Records drawn from a dataset
##########

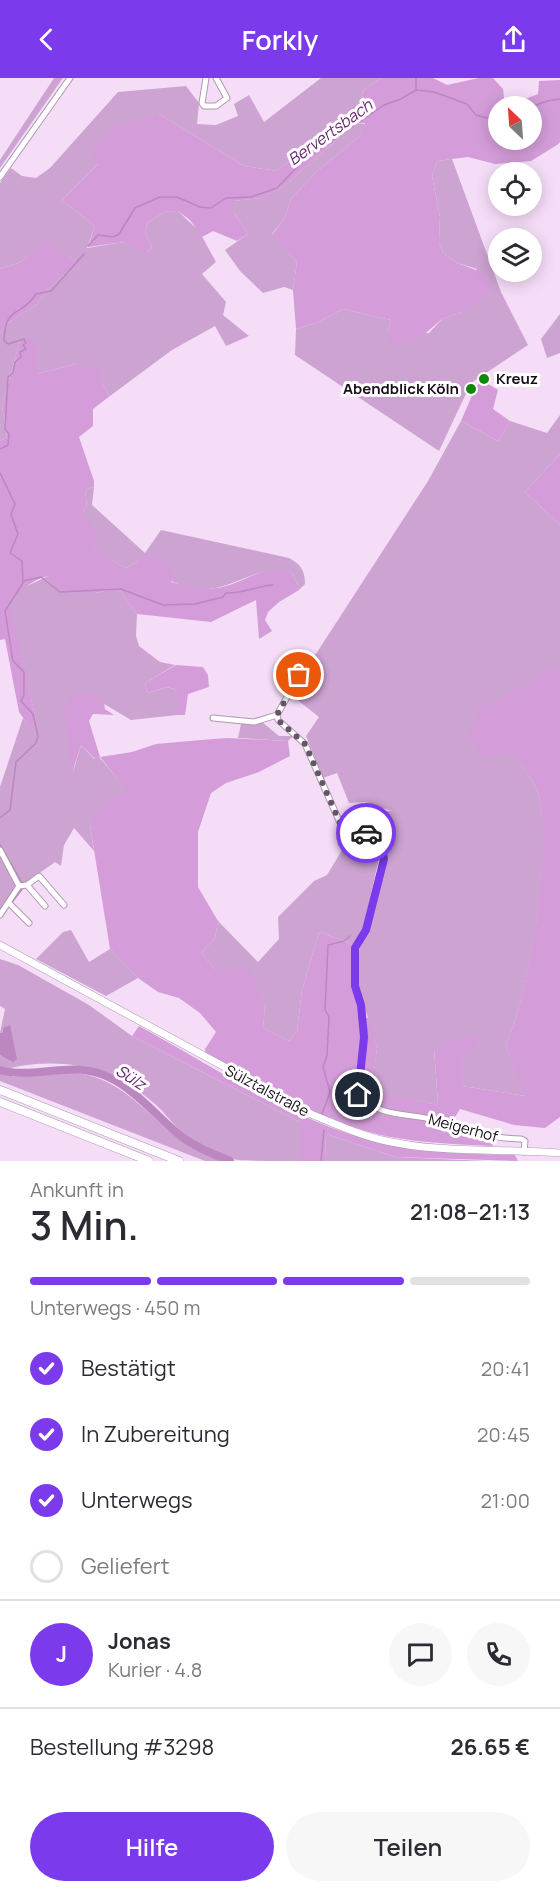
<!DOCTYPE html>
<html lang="de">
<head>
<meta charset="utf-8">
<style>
  :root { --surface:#fff; --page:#f7f7f7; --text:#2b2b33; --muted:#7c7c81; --line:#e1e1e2; --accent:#7c3aed }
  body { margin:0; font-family:Manrope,sans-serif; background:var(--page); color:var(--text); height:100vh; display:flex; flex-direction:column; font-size:22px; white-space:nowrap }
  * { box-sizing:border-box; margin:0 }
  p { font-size:20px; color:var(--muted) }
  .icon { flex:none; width:33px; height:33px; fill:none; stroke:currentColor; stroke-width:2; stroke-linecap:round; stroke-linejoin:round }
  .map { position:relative; height:1083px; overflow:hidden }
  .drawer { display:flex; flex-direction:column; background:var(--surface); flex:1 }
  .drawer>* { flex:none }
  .needle { width:39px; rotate:335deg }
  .fabs { position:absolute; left:488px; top:18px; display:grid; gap:12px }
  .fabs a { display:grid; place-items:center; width:54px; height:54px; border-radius:50%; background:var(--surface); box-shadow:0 3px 15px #0003; font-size:30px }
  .pin { position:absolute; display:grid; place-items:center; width:51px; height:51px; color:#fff; margin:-26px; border:3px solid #fff; border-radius:50%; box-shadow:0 2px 6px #0007 }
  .courier { position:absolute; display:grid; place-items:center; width:60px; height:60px; margin:-30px; border:4px solid #7c3aed; border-radius:50%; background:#fff; color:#222; box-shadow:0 2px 8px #0007 }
  .overview em { font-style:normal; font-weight:600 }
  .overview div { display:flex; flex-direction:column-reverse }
  .overview { display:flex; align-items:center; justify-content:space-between; height:102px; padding:0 30px }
  h1 { font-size:39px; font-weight:600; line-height:45px }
  .bar { display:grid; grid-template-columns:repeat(4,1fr); gap:9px 6px; align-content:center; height:72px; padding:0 30px }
  .bar i { height:8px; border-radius:4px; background:var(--line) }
  .bar .current { background:var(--accent) }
  .bar p { grid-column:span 4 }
  .line { display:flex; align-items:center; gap:15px; padding:0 30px; border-top:2px solid var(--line) }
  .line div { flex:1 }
  .round { display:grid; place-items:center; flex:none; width:63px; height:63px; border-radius:32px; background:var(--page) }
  ol { padding:0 30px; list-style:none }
  li { display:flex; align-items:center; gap:18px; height:66px }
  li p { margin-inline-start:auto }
  li .icon { padding:6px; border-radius:50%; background:var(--accent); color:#fff; stroke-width:4 }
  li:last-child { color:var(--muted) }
  li i { width:33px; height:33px; border:3px solid var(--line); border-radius:50% }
  .button { display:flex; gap:12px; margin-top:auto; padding:12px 30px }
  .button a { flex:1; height:69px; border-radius:36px; background:var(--accent); color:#fff; font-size:24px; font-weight:600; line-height:69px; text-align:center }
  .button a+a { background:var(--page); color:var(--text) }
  header { display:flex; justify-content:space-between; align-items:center; height:78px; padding:0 30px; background:var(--accent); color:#fff; font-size:27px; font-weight:600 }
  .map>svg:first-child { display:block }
  .green { fill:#cda3d1 }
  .forest { fill:#d49dd9 }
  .water { fill:#bc86c1 }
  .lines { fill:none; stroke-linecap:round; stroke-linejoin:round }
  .stream { stroke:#bc86c1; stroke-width:1.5 }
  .river { stroke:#bc86c1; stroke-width:8 }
  .minor-casing { stroke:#af98b1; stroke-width:7 }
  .major-casing { stroke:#af98b1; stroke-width:8 }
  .highway-casing { stroke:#af98b1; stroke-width:9 }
  .minor { stroke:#fff; stroke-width:5 }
  .major { stroke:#fff; stroke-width:7 }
  .highway { stroke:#fff; stroke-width:8 }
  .done { stroke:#645665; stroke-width:6; stroke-dasharray:0 10.8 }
  .route { stroke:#7c3aed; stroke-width:8 }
  .poi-dot { fill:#11880a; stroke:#fff; stroke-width:2 }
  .labels { text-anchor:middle; stroke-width:6; stroke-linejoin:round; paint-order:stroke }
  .poi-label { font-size:15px; font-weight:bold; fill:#160d16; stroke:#fff; text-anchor:start }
  .street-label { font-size:15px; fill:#160d16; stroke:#fff }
  .water-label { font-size:16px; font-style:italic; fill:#682770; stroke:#fff }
</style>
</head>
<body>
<header><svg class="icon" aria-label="back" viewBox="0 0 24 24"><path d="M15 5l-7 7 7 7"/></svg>Forkly<svg class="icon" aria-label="share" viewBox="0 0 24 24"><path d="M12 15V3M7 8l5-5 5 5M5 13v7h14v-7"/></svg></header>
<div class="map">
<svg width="560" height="1083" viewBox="0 0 560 1083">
  <rect width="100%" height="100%" fill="#f5ddf8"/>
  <path class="green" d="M54,0h9l-63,90v-8z
    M321,0h60l-18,13 -5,17 -81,63 -33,-5 -85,-52 -61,50 -36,36 33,26 -8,22 37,-6 23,10 5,-5 -7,-12 2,-12 17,-11 14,-1 21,20 17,31 -14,12 24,28 -3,13 26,21 -23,10 -11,-20 -43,24 -62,46 -8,-12 -26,-20 -39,10 -17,-33 -18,64 5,32 -7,4v-107l8,-11 29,-19 11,-15 29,-26 -33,-22 -23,21 -21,7v-86l11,-15 11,8 14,2 14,-10 68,-76 68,-6 13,17 -2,21 19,1 22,-9 -4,-12 15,-9 15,27z
    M356,45l9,1 -6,13 -44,36 -24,26 -6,19 -13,16 25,28 -4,28 -9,-3 -21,6 -23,-22 -15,-21 23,-16 -15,-22v-11l29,-3 22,-12z
    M452,81l49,133 27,53 -57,38 -32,68 -144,-96 1,-26 20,-6 27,-14 48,11 -3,12 41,1 13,-14 20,-7 15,-43 -20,-6 -14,-10 -4,-11 1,-25 -8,-41 5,-15z
    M560,236v39l-13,5 -6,-19z
    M560,337v39l-35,38 35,33v141l-10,8 -36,78c7,13 19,27 24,40 17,51 -9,204 -32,253l20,51 -64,-10v-31l-28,-7 4,57 -67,-14 6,-43 -21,-69 3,-29 8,-17 18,-74 -13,-27 -18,-5 9,-15 29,-1 -27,-9 -16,1 -12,-30 -14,5 -17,-42 13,-19 -24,-19 17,-38 116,-179 33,-60 37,20 12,-20 37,12z
    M94,409l-2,18 53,48 16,-23 128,28c12,7 16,12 16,26l-6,6 -6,-16c-33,-14 -60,18 -95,15 -22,-2 -41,-16 -59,-28l-13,7 -35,-19 -8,-38 4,-4 -2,-17z
    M48,498l48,17 22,-5 19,26 -1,22 3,10 21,16 15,3 -30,18 2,10 20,-6 10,3v25l-46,5 -47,-28 -11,80 8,-27 13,14 5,-2 30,35 -39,33 4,26 -20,-23 -10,17 -3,21 -6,-4 -31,22h-3l-21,-38v-59l23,-69 8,10 5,-8 -27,-116 12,-15z
    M262,644l17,14h14l-5,5 -50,-3 3,-14z
    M353,754c15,5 24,8 26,26l-16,71 -8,16 -36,-13 -17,59 -5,40 -8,10 -26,-13 2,-23 -50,-36 -14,-16 14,-15 3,-17 40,41 21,-23 -1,-22 36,-36 13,-6z
    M0,775l16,30 -2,10 -14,17z
    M71,852l18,32 21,-13 28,29 -32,18 -70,-37 27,-27z
    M0,881l18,6 71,40 43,31 168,86v39c-19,0 -45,0 -63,-1 -19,-6 -43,-17 -57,-30 -9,-8 -16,-18 -25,-26 -44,-38 -93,-48 -149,-35l7,8c24,-2 51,-7 75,-2 36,9 60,39 88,61 13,11 29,18 44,25h-15l-205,-80v-26l13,6 -10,-28h-3l5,-24 -5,-3z
    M326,1056l70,23 89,4h-160z"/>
  <path class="forest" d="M381,0h52l14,7 32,-7h14l10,11 2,17h-7v34h33v-34h-24l31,-12 1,-13 21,-1v62l-3,3 -26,16 -36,3 -27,-7 -31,4 -5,15 8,41 -1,25 4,11 14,10 30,11 3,9 -2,11 -26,18 -20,7 -22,19 -19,7 -11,-3 -2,-10 3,-12 -48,-11 -27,14 -20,6 -3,-39 4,-28 -25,-27 13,-17 6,-19 24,-26 44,-36 6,-14h-9l-72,63 -22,12 -29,3v11l15,22 -11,7 -24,-10 -11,6 -12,-17 -12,-9 -14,1 -17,11 -2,12 7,12 -6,6 -22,-11 -36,5 7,-21 -33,-26 36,-36 -7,-12 25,-27 43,-11 85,52 33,5 81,-63 5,-17z
    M44,162l33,23 -29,26 -11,15 -29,19 -8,11v-65l21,-7z
    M33,261l4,5v30l39,-10 23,7 3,13 8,12 -17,13v17l-14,11 15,44v6l-9,3 2,17 -4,4 15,27 -6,11 34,19 13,-7 7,-8 27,13 -2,16c17,4 33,9 51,5 26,-6 44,-25 71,-13l6,16 -20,12 -11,10 -3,8 7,11 -13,8 -3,-39 -45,22 -74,-8 -19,-26 -22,5h-38l-10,-17c-17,4 -28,15 -38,28l26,116 -5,9 -12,-17 -14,-73 -5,1v-199l7,-4 -5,-32 18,-64z
    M483,303l15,9 -5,19 17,12 -12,20 -37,-20 15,-35z
    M560,376v71l-35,-33z
    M176,587l27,2 5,8 1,12 -21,7 -3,21h-8v-25l-10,-3 -20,6 -2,-10z
    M560,588v451l-15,11 -31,-3 -54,-16 -8,13 48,16 -8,8c-45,-2 -94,-4 -137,-18 -52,-16 -101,-47 -149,-73l-1,-6 11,-17 -16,-19 -21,-15 -21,-6 -20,-14 -28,-29 -20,-124c10,-20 18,-27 38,-33l-28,-35 -5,2 -14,-14 -9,28 -8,-63 7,-15 12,-4 21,11 1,7 9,6 -21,-1 -4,7 11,36 32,-5 24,-8 45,-4 26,-2 61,3 2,15 -31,16 -33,11 -15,10 -13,39v55l20,34 -3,17 -14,15 14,16h34l16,36 -2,23 26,13 8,-10 5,-40 17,-59 36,13 -4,35 9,38h9l8,30 -5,42 66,15 -4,-57 41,-14 1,14 -14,7v31l63,10 -19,-51c23,-49 48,-201 32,-253 -5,-13 -17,-27 -24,-39l-30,5 -16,-22 12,-27z
    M139,948c70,38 140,86 217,110 51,16 106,18 159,19l3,6 -122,-4 -70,-23 -1,27h-25v-39l-168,-86z"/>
  <path class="water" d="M10,947l7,34 -4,3 -13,-7v-22h3v-5z"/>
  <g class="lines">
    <path class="stream" d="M416,0v11
      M531,29l16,-6 13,-2
      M88,168l10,-11 15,2 6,-3 16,-26 25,-11h17l23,10 11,1 15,-10 25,-1 26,-9 26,-27 81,-56 17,-6 15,-9 18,2 33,12 9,11 22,6
      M0,371l8,-4 1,-11 -4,-5 3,-52 5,-4 2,-11 6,-5 -1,-5 6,-3 -3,-4 3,-2 -2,-4 -16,5 -4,-3c1,-37 17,-23 32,-47l15,-3 33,-37
      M0,395l15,31 -4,10 7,20 -8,19 12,8 1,22 -18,28 8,50 11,11v23l-3,6 12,13 5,22 -2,7 -20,19 -6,48 -10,8
      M23,503l18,-4 19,15 61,-3 42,16 32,-1 28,-7 3,-4c17,1 30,-7 47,-8
      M0,767l22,38
      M13,823l10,-13
      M322,1036l8,-22 -7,-25 4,-12 2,-38 -4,-7 3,-65 16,-4 6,-5
      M321,1083l3,-31"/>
    <path class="river" d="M0,992c33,9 68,-8 101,4 30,10 56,43 80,62 14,11 32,18 49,25"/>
    <defs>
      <path id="minor" d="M206,0l-4,25 2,3h12l11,-8 -11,-20
        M0,99l70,-99
        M277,637l1,5 27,24 36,81 31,9 9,11 3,14 -18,71 -11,18v38l6,19 4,32 -7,58c21,22 49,18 77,25 30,8 55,19 86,19l4,2 -1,11
        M213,640l41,4 23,-7 29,-52
        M0,772l19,36
        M27,807l18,21
        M19,808l8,-1 12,-9 25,29
        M9,825l20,20
        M0,837l19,-29"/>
      <path id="major" d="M0,867l313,170c23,9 45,20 69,25 59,14 119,8 178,13"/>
      <path id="highway" d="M0,1012l179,71
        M0,1024l149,59"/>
    </defs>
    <use href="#minor" class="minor-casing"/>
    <use href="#major" class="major-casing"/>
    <use href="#highway" class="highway-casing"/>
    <use href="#minor" class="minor"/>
    <use href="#major" class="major"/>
    <use href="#highway" class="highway"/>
  </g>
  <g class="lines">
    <path class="done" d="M299,597l-22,40 1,5 27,24 36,81 25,8"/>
    <path class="route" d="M358,1017l6,-58 -3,-32 -6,-19v-38l11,-18 18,-71 -3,-14 -9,-11 -6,-1"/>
  </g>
  <g class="poi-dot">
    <circle cx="484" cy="301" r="6"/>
    <circle cx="471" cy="311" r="6"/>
  </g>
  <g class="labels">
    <g class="poi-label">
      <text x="496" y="306">Kreuz</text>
      <text x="459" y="316" text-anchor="end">Abendblick Köln</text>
    </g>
    <g class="street-label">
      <text transform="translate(267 1013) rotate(28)" y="5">Sülztalstraße</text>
      <text transform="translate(463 1050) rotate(15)" y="5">Meigerhof</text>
    </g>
    <g class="water-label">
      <text transform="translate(330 54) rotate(-36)" y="6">Bervertsbach</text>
      <text transform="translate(131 999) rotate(33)" y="6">Sülz</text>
    </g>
  </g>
</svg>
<div class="fabs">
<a><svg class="needle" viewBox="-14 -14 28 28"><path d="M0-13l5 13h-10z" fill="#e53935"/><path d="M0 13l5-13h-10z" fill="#7c7c81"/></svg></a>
<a><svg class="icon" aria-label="locate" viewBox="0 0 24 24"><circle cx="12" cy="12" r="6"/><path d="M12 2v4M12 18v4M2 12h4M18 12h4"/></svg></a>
<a><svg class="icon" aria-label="layers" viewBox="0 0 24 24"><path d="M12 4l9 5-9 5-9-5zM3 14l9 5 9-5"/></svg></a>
</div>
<div class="pin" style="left:299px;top:597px;background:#ea580c"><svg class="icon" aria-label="bag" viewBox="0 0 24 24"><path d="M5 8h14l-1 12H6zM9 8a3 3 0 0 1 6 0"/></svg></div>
<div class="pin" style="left:358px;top:1017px;background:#1f2937"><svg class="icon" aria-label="home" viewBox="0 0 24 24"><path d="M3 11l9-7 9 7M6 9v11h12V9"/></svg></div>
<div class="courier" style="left:366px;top:755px"><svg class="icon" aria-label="car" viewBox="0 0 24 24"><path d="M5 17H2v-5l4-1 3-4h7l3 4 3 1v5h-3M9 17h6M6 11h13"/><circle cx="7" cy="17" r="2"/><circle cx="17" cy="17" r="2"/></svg></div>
</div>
<section class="drawer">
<div class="overview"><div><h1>3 Min.</h1><p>Ankunft in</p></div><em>21:08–21:13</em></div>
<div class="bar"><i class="current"></i><i class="current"></i><i class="current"></i><i></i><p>Unterwegs · 450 m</p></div>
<ol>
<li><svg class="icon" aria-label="check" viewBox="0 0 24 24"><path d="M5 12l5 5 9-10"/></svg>Bestätigt<p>20:41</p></li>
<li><svg class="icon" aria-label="check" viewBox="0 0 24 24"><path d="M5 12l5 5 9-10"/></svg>In Zubereitung<p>20:45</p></li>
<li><svg class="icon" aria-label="check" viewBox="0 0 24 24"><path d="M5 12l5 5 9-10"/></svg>Unterwegs<p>21:00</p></li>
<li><i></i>Geliefert</li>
</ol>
<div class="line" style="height:108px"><b class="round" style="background:var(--accent);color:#fff">J</b><div><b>Jonas</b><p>Kurier · 4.8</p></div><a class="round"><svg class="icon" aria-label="chat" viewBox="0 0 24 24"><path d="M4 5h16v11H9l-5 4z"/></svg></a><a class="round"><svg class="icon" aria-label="phone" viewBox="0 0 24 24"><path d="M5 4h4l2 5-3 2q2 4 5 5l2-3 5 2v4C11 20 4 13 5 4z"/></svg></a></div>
<div class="line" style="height:78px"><div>Bestellung #3298</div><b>26.65 €</b></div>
<div class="button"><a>Hilfe</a><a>Teilen</a></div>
</section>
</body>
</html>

##########

▸ **EXERCISE**
Every line that contains the string "linejoin" should be copied from the records.

▸ **ANSWER TO THIS EXERCISE**
  .icon { flex:none; width:33px; height:33px; fill:none; stroke:currentColor; stroke-width:2; stroke-linecap:round; stroke-linejoin:round }
  .lines { fill:none; stroke-linecap:round; stroke-linejoin:round }
  .labels { text-anchor:middle; stroke-width:6; stroke-linejoin:round; paint-order:stroke }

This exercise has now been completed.